What you need to do: Would you give the listing again exactly as written, minus its pictures?

Available records:

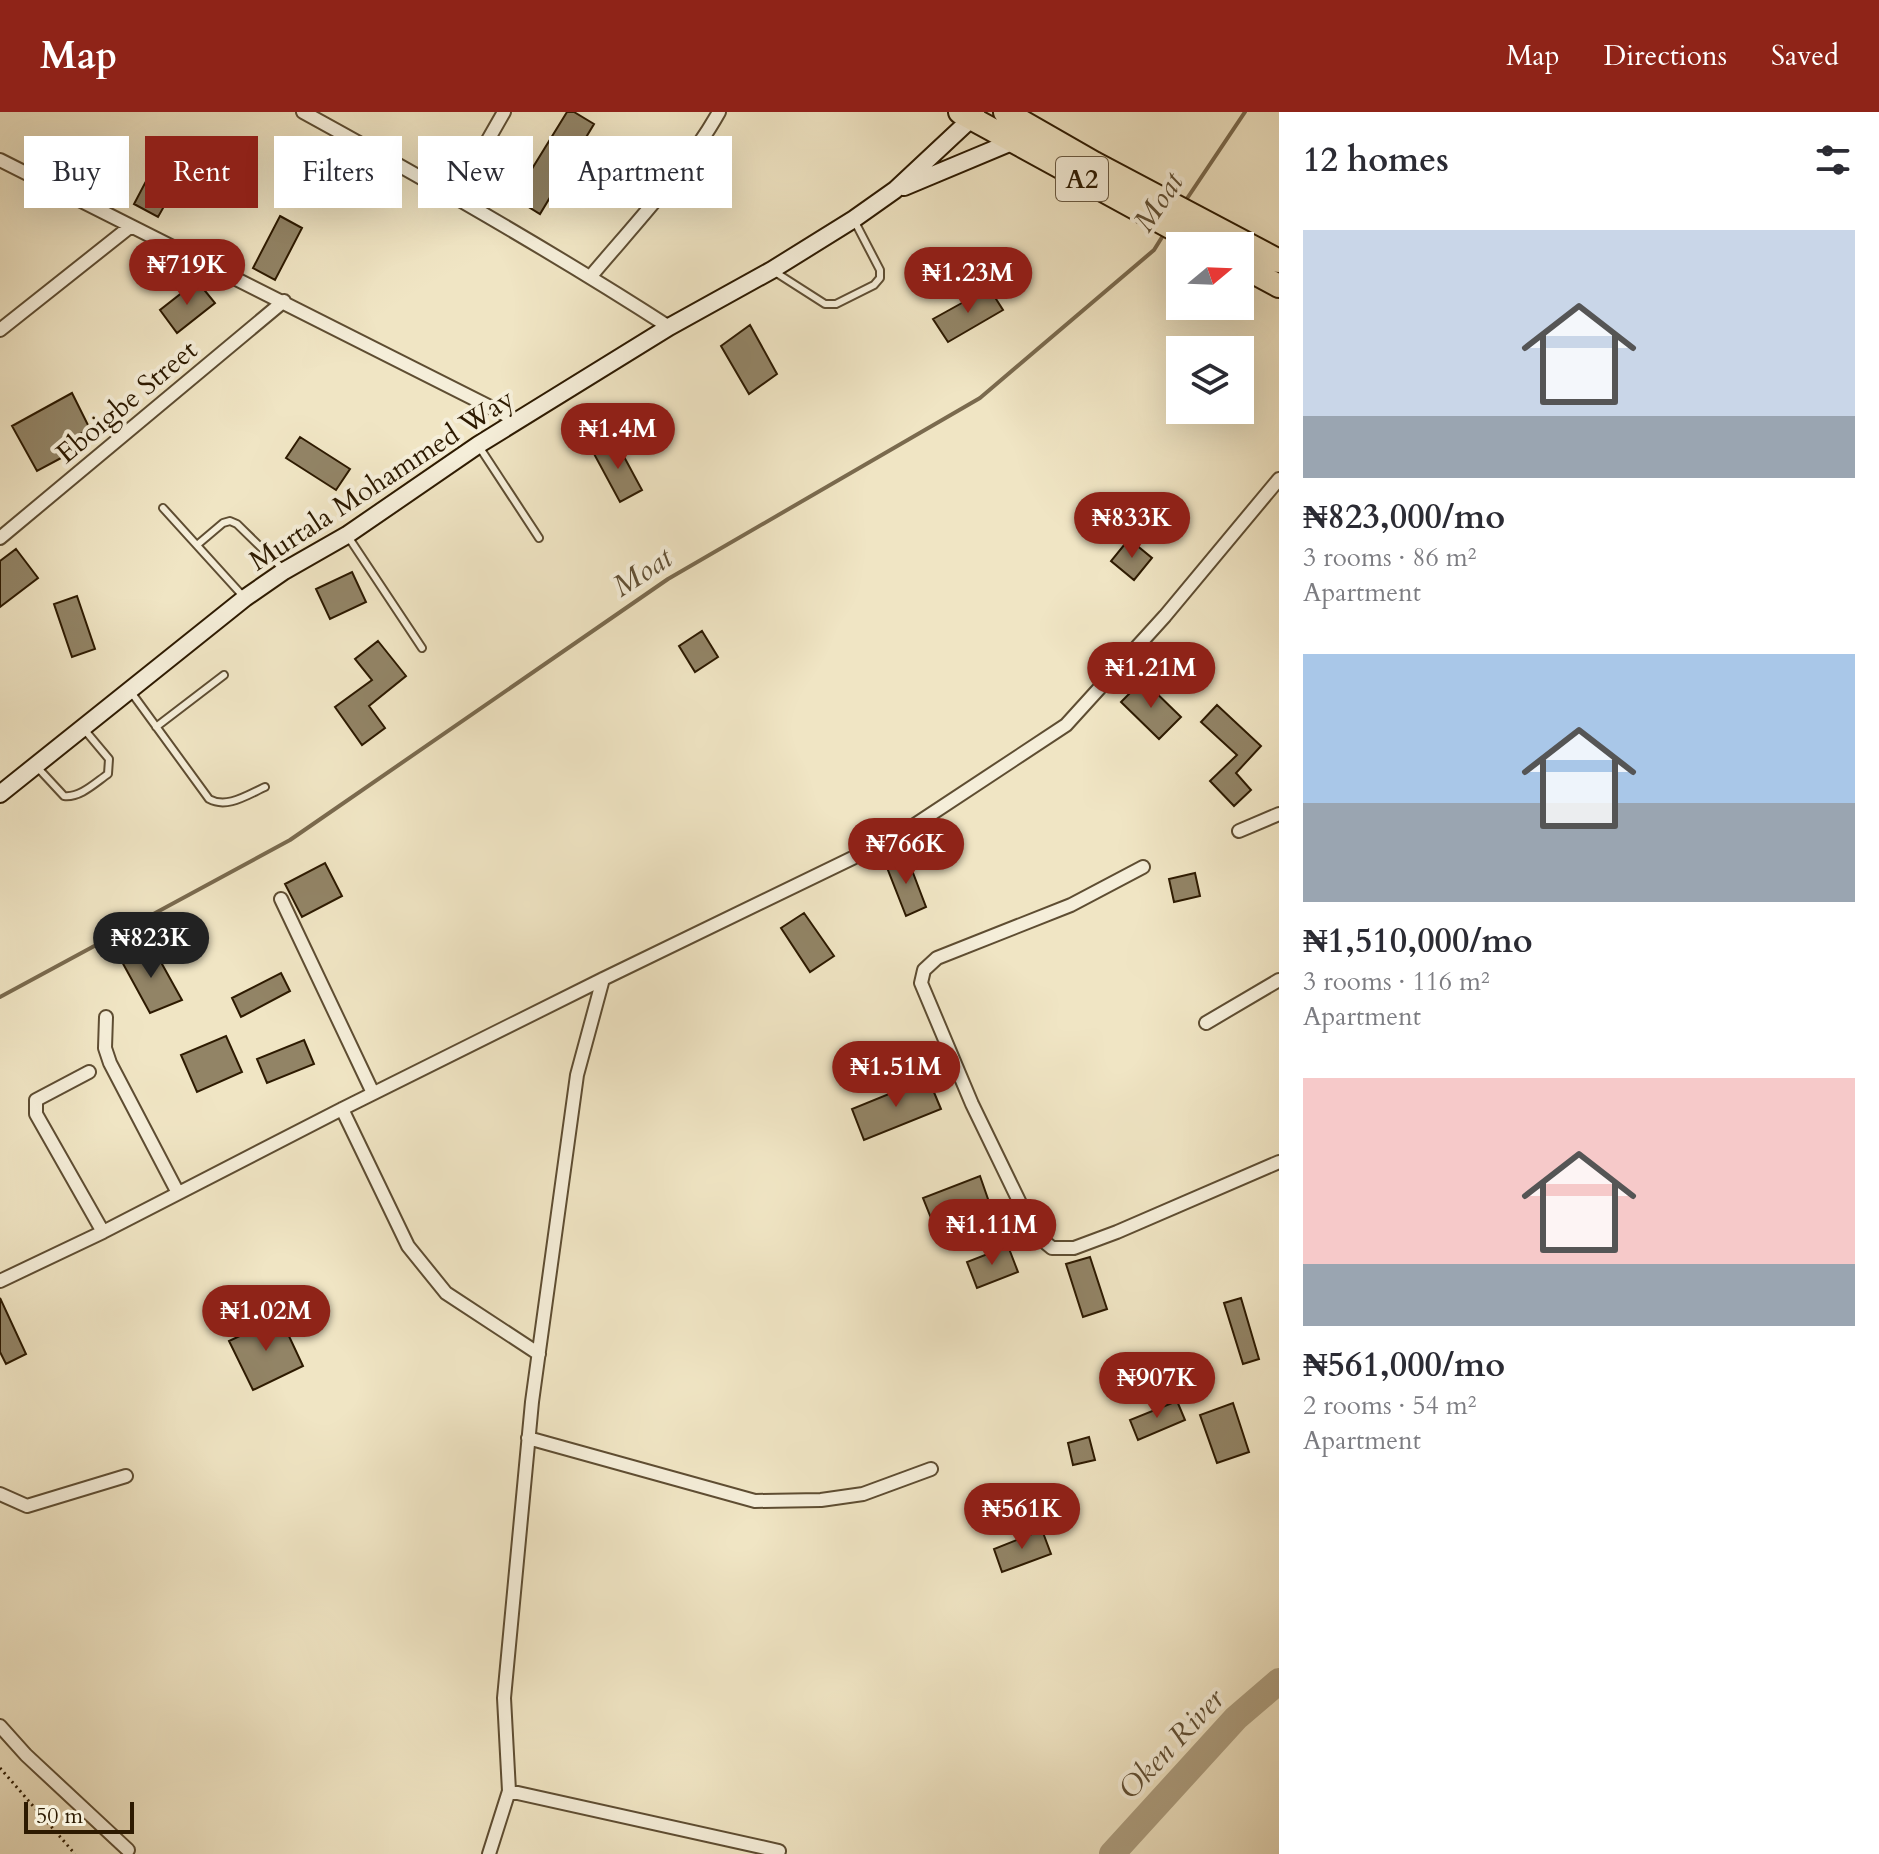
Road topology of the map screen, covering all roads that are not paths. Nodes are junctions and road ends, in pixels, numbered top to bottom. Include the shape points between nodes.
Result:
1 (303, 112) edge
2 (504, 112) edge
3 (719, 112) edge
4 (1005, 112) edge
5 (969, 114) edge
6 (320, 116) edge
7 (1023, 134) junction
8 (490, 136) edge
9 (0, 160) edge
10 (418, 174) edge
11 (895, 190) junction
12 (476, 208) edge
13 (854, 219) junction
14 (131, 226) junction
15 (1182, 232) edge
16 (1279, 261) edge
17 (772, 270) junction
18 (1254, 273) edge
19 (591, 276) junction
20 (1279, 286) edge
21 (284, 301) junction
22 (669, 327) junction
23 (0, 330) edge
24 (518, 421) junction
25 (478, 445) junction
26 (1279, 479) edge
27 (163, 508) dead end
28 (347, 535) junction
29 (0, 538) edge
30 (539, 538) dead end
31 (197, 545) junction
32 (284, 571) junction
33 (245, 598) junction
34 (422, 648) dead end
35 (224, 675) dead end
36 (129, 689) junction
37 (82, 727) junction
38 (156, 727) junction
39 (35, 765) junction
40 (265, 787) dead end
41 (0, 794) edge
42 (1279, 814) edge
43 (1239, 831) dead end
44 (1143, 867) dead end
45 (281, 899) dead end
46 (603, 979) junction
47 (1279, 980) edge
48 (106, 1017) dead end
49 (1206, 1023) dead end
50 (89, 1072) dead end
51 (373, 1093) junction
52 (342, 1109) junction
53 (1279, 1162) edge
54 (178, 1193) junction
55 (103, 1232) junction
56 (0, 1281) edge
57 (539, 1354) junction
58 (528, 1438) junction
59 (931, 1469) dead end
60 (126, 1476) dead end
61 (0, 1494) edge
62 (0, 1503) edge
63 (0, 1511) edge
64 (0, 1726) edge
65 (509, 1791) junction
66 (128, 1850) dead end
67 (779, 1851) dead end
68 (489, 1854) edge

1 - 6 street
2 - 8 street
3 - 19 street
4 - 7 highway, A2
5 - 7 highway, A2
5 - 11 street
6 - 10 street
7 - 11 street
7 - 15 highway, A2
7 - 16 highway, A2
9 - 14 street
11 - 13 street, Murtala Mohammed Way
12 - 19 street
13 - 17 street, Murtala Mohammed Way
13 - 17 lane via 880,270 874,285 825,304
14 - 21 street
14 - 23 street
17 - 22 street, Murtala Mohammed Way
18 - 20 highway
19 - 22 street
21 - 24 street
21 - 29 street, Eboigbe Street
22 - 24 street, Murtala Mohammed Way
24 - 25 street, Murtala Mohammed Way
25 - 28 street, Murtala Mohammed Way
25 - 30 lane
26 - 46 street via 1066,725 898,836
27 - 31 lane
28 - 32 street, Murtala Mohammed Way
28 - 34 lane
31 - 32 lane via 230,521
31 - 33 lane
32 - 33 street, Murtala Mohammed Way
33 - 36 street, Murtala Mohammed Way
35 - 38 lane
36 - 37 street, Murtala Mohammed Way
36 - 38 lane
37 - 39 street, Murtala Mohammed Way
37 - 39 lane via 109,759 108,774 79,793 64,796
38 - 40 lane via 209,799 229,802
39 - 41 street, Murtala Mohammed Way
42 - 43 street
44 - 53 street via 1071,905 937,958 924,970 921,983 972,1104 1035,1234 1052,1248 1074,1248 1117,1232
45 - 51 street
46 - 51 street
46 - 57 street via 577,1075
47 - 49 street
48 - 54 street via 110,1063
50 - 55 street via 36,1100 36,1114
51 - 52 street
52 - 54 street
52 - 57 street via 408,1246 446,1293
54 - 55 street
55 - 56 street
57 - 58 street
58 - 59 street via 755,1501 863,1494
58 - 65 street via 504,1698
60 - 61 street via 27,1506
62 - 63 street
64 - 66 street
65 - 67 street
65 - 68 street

Exercise answer:
Road topology of the map screen, covering all roads that are not paths. Nodes are junctions and road ends, in pixels, numbered top to bottom. Include the shape points between nodes.
Result:
1 (303, 112) edge
2 (504, 112) edge
3 (719, 112) edge
4 (1005, 112) edge
5 (969, 114) edge
6 (320, 116) edge
7 (1023, 134) junction
8 (490, 136) edge
9 (0, 160) edge
10 (418, 174) edge
11 (895, 190) junction
12 (476, 208) edge
13 (854, 219) junction
14 (131, 226) junction
15 (1182, 232) edge
16 (1279, 261) edge
17 (772, 270) junction
18 (1254, 273) edge
19 (591, 276) junction
20 (1279, 286) edge
21 (284, 301) junction
22 (669, 327) junction
23 (0, 330) edge
24 (518, 421) junction
25 (478, 445) junction
26 (1279, 479) edge
27 (163, 508) dead end
28 (347, 535) junction
29 (0, 538) edge
30 (539, 538) dead end
31 (197, 545) junction
32 (284, 571) junction
33 (245, 598) junction
34 (422, 648) dead end
35 (224, 675) dead end
36 (129, 689) junction
37 (82, 727) junction
38 (156, 727) junction
39 (35, 765) junction
40 (265, 787) dead end
41 (0, 794) edge
42 (1279, 814) edge
43 (1239, 831) dead end
44 (1143, 867) dead end
45 (281, 899) dead end
46 (603, 979) junction
47 (1279, 980) edge
48 (106, 1017) dead end
49 (1206, 1023) dead end
50 (89, 1072) dead end
51 (373, 1093) junction
52 (342, 1109) junction
53 (1279, 1162) edge
54 (178, 1193) junction
55 (103, 1232) junction
56 (0, 1281) edge
57 (539, 1354) junction
58 (528, 1438) junction
59 (931, 1469) dead end
60 (126, 1476) dead end
61 (0, 1494) edge
62 (0, 1503) edge
63 (0, 1511) edge
64 (0, 1726) edge
65 (509, 1791) junction
66 (128, 1850) dead end
67 (779, 1851) dead end
68 (489, 1854) edge

1 - 6 street
2 - 8 street
3 - 19 street
4 - 7 highway, A2
5 - 7 highway, A2
5 - 11 street
6 - 10 street
7 - 11 street
7 - 15 highway, A2
7 - 16 highway, A2
9 - 14 street
11 - 13 street, Murtala Mohammed Way
12 - 19 street
13 - 17 street, Murtala Mohammed Way
13 - 17 lane via 880,270 874,285 825,304
14 - 21 street
14 - 23 street
17 - 22 street, Murtala Mohammed Way
18 - 20 highway
19 - 22 street
21 - 24 street
21 - 29 street, Eboigbe Street
22 - 24 street, Murtala Mohammed Way
24 - 25 street, Murtala Mohammed Way
25 - 28 street, Murtala Mohammed Way
25 - 30 lane
26 - 46 street via 1066,725 898,836
27 - 31 lane
28 - 32 street, Murtala Mohammed Way
28 - 34 lane
31 - 32 lane via 230,521
31 - 33 lane
32 - 33 street, Murtala Mohammed Way
33 - 36 street, Murtala Mohammed Way
35 - 38 lane
36 - 37 street, Murtala Mohammed Way
36 - 38 lane
37 - 39 street, Murtala Mohammed Way
37 - 39 lane via 109,759 108,774 79,793 64,796
38 - 40 lane via 209,799 229,802
39 - 41 street, Murtala Mohammed Way
42 - 43 street
44 - 53 street via 1071,905 937,958 924,970 921,983 972,1104 1035,1234 1052,1248 1074,1248 1117,1232
45 - 51 street
46 - 51 street
46 - 57 street via 577,1075
47 - 49 street
48 - 54 street via 110,1063
50 - 55 street via 36,1100 36,1114
51 - 52 street
52 - 54 street
52 - 57 street via 408,1246 446,1293
54 - 55 street
55 - 56 street
57 - 58 street
58 - 59 street via 755,1501 863,1494
58 - 65 street via 504,1698
60 - 61 street via 27,1506
62 - 63 street
64 - 66 street
65 - 67 street
65 - 68 street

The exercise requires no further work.